Records from a data collection
--

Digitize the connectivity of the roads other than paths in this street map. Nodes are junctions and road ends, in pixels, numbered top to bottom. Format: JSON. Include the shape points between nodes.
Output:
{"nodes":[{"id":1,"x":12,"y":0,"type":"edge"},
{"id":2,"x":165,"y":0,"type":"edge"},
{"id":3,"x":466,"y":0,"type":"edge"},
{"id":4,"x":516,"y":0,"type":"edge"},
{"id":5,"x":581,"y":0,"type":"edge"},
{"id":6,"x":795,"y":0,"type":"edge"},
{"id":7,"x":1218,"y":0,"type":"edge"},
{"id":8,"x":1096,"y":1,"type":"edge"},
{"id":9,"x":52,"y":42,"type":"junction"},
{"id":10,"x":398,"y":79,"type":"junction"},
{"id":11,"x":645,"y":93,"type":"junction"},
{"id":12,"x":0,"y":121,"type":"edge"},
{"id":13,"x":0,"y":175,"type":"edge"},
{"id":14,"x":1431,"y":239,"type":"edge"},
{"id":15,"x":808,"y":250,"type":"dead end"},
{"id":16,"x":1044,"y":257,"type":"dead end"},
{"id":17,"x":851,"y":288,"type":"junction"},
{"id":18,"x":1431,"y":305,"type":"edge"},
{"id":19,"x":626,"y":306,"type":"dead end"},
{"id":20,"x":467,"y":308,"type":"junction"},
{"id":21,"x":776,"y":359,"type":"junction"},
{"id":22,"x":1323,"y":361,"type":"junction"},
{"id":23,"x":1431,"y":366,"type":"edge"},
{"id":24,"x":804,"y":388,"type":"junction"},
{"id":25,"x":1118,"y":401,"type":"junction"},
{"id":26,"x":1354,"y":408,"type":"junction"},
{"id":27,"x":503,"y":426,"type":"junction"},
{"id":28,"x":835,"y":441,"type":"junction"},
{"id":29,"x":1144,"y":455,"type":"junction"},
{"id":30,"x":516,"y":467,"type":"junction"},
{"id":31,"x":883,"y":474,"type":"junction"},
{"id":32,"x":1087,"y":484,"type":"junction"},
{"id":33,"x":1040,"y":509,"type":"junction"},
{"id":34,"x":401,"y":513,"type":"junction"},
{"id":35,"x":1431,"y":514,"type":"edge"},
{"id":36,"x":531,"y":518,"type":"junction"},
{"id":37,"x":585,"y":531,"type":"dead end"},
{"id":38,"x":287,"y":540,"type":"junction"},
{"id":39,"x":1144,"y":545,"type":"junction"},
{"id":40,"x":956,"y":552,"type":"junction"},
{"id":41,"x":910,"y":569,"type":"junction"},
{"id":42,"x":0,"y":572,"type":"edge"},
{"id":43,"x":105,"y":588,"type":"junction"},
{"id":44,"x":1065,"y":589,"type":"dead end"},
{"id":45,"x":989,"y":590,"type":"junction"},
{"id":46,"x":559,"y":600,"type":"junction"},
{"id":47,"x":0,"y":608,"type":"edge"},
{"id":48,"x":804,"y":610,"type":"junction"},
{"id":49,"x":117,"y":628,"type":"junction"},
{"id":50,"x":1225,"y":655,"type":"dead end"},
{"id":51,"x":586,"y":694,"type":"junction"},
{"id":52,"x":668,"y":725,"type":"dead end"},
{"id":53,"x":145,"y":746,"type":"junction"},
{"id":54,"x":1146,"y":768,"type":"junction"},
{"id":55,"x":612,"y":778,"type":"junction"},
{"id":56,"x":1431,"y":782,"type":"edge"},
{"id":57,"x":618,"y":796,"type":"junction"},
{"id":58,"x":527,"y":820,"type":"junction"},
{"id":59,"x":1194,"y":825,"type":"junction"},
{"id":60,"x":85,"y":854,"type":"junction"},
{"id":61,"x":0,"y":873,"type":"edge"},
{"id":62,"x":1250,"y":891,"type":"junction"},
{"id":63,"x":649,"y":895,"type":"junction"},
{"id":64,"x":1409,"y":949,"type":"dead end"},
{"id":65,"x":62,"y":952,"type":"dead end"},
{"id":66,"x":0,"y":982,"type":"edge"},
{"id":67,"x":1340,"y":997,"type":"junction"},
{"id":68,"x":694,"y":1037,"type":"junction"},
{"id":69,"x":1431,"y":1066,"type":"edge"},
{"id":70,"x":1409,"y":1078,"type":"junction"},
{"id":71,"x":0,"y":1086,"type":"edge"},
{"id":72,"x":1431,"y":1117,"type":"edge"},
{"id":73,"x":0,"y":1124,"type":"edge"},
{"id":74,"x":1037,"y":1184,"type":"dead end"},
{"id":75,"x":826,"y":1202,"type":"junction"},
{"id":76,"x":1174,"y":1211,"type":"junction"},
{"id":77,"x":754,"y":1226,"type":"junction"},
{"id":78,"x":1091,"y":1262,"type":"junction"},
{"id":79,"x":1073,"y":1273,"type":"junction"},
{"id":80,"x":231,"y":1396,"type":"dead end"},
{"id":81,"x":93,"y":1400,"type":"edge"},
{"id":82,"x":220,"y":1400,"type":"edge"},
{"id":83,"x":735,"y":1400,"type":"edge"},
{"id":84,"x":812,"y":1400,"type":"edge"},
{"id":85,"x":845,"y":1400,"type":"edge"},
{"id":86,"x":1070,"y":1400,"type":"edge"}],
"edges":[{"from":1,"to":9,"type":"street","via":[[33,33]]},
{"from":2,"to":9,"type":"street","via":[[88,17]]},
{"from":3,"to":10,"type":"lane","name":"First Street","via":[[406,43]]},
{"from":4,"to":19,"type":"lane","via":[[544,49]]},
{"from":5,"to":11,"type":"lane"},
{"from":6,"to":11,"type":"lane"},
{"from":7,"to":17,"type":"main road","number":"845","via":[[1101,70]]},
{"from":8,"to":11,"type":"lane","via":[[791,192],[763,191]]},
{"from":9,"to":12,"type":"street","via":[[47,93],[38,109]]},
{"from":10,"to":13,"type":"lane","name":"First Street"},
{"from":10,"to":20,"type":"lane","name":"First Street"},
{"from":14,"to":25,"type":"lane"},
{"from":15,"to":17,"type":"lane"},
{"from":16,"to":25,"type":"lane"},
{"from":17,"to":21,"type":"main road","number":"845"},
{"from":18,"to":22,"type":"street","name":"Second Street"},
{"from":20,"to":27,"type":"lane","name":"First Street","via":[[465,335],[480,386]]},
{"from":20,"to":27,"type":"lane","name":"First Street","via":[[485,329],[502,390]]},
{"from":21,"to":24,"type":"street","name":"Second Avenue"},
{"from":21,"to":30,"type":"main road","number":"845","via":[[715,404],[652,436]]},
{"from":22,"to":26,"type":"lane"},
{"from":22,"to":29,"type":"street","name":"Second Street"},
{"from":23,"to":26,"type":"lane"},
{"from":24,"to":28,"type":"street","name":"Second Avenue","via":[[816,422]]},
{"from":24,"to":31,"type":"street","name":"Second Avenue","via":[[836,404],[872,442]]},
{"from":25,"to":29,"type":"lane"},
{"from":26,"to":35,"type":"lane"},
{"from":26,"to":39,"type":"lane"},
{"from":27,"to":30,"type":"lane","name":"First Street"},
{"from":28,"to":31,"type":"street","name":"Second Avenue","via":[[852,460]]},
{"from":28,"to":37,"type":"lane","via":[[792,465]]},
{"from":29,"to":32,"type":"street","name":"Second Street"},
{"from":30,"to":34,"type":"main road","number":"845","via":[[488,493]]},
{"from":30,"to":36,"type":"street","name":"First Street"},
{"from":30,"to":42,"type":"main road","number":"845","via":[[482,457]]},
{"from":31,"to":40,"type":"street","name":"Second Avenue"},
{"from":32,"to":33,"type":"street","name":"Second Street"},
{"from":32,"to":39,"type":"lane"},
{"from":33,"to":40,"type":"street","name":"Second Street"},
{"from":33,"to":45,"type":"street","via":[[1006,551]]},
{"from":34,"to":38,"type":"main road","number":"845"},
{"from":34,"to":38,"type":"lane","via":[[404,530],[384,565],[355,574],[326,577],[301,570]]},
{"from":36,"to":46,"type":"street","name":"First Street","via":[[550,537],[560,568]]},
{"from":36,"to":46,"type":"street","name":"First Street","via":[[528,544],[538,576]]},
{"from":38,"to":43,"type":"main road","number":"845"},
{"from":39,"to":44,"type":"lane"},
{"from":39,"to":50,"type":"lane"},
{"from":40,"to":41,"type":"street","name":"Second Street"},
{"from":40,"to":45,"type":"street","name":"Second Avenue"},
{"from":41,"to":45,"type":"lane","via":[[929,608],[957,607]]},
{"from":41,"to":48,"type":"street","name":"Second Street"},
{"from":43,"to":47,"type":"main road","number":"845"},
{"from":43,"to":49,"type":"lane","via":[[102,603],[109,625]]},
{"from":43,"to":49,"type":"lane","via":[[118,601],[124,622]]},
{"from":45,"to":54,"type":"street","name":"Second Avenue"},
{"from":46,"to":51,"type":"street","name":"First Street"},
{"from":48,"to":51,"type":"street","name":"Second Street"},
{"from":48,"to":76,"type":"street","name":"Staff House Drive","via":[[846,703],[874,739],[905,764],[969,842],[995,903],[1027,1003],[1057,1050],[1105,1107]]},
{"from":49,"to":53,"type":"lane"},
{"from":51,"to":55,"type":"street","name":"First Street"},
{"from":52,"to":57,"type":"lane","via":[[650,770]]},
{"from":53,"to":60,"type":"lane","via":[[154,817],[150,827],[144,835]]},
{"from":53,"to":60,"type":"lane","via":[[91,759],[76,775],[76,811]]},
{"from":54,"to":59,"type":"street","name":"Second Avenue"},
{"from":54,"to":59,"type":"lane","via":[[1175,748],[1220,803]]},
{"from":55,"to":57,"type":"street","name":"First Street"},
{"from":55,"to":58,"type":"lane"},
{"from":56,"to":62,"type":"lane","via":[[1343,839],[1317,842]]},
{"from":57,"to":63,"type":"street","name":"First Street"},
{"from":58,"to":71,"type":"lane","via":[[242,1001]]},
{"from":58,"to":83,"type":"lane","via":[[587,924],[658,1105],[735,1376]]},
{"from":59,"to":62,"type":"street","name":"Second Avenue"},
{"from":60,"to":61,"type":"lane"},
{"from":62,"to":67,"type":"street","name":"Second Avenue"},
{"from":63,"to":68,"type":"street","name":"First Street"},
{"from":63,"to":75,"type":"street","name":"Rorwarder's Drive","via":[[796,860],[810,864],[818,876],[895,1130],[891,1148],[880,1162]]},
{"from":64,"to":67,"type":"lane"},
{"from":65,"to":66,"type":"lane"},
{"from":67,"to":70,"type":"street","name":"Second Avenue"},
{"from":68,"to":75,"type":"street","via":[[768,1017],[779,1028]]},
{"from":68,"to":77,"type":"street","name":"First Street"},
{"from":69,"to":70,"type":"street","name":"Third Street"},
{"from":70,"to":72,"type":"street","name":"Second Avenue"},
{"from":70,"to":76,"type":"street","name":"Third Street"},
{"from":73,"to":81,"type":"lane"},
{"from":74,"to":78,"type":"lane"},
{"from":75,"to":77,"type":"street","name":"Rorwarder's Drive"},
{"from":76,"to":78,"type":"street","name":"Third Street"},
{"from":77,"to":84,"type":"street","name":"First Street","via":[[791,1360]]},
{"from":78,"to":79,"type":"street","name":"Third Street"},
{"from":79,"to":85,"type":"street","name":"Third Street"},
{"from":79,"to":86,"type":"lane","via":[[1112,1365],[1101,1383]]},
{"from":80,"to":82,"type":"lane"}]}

--

### What is expected
Show all lines above holding the word "nodes".

### Response box
Digitize the connectivity of the roads other than paths in this street map. Nodes are junctions and road ends, in pixels, numbered top to bottom. Format: JSON. Include the shape points between nodes.
{"nodes":[{"id":1,"x":12,"y":0,"type":"edge"},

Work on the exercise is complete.